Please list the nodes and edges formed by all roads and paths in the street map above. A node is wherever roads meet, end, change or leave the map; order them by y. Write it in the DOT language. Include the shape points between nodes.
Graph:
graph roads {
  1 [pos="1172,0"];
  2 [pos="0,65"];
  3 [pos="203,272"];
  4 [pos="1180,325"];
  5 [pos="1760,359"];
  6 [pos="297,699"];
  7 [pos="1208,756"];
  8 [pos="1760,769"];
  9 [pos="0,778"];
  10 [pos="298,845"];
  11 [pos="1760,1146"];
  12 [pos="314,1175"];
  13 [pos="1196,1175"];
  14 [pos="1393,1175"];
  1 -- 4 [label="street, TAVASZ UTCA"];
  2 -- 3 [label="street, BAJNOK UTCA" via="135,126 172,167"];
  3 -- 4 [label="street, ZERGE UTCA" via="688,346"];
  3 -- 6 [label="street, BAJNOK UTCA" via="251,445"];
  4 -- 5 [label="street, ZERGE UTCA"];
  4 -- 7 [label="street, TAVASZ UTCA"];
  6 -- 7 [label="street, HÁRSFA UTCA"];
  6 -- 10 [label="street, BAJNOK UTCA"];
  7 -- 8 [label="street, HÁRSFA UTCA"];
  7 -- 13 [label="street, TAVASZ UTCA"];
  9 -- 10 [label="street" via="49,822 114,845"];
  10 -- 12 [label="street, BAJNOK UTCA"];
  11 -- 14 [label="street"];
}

▸ **How to complete this task**
Take the material above and set it down again exactly.

▸ **Response area**
Please list the nodes and edges formed by all roads and paths in the street map above. A node is wherever roads meet, end, change or leave the map; order them by y. Write it in the DOT language. Include the shape points between nodes.
Graph:
graph roads {
  1 [pos="1172,0"];
  2 [pos="0,65"];
  3 [pos="203,272"];
  4 [pos="1180,325"];
  5 [pos="1760,359"];
  6 [pos="297,699"];
  7 [pos="1208,756"];
  8 [pos="1760,769"];
  9 [pos="0,778"];
  10 [pos="298,845"];
  11 [pos="1760,1146"];
  12 [pos="314,1175"];
  13 [pos="1196,1175"];
  14 [pos="1393,1175"];
  1 -- 4 [label="street, TAVASZ UTCA"];
  2 -- 3 [label="street, BAJNOK UTCA" via="135,126 172,167"];
  3 -- 4 [label="street, ZERGE UTCA" via="688,346"];
  3 -- 6 [label="street, BAJNOK UTCA" via="251,445"];
  4 -- 5 [label="street, ZERGE UTCA"];
  4 -- 7 [label="street, TAVASZ UTCA"];
  6 -- 7 [label="street, HÁRSFA UTCA"];
  6 -- 10 [label="street, BAJNOK UTCA"];
  7 -- 8 [label="street, HÁRSFA UTCA"];
  7 -- 13 [label="street, TAVASZ UTCA"];
  9 -- 10 [label="street" via="49,822 114,845"];
  10 -- 12 [label="street, BAJNOK UTCA"];
  11 -- 14 [label="street"];
}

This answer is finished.